展覧会のコピーに、「(坂本龍一)教授、これはアートですか?音楽ですか?」ってあるけれど、
明らかに「アートです!」っていう感じにゴリゴリにアート。
音楽…というより音は付属品のような作品ばかりでした。
ただ混雑の関係で定員制の作品がふたつ観れなかったので、
それらが私の期待していたような作品だとしたら惜しいことをしたなぁという感じですが。
もっと大人から子供まで楽しめるようなわかりやすくてキャッチーな作品、
ユーモアのある作品があっても良かったのではと思いました。
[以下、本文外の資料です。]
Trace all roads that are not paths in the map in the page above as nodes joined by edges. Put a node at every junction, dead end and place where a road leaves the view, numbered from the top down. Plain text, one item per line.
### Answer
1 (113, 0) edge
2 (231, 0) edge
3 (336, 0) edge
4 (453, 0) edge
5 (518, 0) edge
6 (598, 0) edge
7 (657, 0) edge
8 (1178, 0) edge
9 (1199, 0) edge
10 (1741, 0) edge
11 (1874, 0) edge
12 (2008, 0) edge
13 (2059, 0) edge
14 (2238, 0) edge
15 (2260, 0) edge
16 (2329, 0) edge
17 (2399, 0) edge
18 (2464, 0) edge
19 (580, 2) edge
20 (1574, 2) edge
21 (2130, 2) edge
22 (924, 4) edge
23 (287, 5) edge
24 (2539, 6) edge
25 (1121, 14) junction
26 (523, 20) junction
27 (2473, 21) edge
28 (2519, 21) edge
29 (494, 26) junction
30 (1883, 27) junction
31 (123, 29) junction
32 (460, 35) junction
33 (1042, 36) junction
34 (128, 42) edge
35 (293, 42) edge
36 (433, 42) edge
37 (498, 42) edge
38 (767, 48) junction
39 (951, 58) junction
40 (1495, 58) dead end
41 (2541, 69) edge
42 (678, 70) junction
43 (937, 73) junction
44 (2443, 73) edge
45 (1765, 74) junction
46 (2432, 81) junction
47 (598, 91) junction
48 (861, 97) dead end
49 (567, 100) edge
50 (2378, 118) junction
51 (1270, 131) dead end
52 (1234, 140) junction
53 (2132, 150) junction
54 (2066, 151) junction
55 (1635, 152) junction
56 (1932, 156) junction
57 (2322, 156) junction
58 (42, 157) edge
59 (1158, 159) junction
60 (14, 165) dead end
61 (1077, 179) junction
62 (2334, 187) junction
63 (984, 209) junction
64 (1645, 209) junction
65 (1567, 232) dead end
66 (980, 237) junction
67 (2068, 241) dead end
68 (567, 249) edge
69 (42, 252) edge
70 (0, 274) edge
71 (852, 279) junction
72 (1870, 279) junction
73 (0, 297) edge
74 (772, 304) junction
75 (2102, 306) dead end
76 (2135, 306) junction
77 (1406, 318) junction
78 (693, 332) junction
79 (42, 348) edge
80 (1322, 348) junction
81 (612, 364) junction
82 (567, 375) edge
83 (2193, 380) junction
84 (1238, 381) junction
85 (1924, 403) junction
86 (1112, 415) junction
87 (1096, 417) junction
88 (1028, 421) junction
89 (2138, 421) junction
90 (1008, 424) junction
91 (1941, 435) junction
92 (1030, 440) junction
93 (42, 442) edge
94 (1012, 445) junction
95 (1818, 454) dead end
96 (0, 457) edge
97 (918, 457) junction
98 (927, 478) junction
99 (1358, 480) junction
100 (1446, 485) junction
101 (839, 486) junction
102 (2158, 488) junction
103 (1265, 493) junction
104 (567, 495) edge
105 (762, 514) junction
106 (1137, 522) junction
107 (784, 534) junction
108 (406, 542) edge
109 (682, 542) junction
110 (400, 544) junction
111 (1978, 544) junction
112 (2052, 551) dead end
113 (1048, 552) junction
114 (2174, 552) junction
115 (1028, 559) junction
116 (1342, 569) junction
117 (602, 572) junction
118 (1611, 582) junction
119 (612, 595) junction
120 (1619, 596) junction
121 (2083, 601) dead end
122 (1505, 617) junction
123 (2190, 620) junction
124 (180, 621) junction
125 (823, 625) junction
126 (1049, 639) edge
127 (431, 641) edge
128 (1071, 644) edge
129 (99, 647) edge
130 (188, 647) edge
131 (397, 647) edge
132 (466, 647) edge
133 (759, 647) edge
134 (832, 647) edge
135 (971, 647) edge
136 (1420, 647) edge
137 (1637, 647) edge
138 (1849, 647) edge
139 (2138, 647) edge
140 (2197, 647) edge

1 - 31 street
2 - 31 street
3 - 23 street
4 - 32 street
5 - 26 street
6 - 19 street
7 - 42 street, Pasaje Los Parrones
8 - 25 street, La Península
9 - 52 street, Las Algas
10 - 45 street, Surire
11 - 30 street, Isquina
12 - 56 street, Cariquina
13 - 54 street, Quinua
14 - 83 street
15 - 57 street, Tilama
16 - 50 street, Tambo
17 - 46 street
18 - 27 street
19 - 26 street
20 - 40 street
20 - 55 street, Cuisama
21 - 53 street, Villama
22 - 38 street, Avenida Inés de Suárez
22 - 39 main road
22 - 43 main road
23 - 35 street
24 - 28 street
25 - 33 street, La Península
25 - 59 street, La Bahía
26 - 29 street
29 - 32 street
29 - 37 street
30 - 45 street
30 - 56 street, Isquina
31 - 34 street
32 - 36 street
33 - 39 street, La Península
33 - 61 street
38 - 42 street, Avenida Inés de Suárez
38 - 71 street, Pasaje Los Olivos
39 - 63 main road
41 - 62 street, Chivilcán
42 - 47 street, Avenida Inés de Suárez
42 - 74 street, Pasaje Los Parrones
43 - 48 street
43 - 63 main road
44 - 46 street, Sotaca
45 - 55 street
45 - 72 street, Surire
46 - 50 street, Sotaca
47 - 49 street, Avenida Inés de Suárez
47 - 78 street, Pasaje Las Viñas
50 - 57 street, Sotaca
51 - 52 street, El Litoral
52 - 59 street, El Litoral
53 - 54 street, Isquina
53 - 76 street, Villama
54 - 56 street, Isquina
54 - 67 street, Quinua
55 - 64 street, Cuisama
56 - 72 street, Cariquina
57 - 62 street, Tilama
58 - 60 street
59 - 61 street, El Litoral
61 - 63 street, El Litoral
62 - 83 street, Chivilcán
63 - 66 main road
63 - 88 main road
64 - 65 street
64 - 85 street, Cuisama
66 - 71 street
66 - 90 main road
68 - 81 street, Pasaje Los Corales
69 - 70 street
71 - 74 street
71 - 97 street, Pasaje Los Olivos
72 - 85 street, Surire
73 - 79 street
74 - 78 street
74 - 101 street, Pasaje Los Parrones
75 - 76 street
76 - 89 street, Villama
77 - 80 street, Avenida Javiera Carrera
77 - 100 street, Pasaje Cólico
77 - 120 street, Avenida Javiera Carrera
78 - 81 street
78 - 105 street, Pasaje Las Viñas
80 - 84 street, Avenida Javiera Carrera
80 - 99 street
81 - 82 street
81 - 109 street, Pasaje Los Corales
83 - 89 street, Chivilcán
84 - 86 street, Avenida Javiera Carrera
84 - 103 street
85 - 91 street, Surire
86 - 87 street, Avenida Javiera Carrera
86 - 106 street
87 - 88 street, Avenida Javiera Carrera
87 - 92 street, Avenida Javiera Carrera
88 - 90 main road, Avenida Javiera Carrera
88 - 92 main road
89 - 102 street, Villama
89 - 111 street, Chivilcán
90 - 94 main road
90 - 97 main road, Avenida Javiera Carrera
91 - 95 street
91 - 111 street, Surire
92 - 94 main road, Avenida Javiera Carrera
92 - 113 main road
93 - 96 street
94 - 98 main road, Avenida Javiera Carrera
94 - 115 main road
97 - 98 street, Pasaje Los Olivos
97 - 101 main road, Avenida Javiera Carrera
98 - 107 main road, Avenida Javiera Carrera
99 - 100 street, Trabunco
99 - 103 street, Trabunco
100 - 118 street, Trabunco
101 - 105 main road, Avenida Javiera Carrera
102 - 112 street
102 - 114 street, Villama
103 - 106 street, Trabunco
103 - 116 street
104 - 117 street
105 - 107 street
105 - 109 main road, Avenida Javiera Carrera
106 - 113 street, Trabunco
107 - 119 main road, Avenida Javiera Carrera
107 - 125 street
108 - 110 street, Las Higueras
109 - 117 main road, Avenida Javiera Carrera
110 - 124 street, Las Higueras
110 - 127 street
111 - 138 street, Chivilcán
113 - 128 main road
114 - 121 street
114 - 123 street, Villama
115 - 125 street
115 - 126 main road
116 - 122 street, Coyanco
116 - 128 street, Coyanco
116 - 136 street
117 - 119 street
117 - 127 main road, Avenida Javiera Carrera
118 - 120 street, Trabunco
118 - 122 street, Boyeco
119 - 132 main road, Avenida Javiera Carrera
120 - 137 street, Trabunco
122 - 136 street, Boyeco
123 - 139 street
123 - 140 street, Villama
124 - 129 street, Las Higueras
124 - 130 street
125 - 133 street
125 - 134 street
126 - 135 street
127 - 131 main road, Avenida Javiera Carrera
ちょっとカッコつけすぎかな。
「やってみたらアートになりました〜」みたいな作品が多かった。
せっかく『アートと音楽』っていう、絶対に楽しいであろうタイトルなのに全体的に明るくないのが残念。
平面作品も、インスタレーションに敵うような力のある作品はなく、弱かった印象。
最初に展示されていたセレスト・ブルシエ=ムジュノの『クリナメン』が、
この展覧会のテーマをよく表しているように感じました。
よってつかみはバッチリ。
ただ観進めていくと湧いて出てくるお洒落風で洗練された風の作品は退屈でした。
そういうものはあまり響いてこない。
基本的には単純な、アイディア出したもん勝ちなアナログな作品に惹かれました。
レコードプレイヤーを用いた作品はふたつあったのだけれど、それぞれ八木良太(氷)、
バルトロメウス・トラウベック(ベニヤ)、と作家が違うんですね。
あまりにコンセプトが似ているので同じ作家の作品かと思いました。
大友良英リミテッド・アンサンブルズの作品もあれだけ大々的にやってくれればそりゃあもう壮観です。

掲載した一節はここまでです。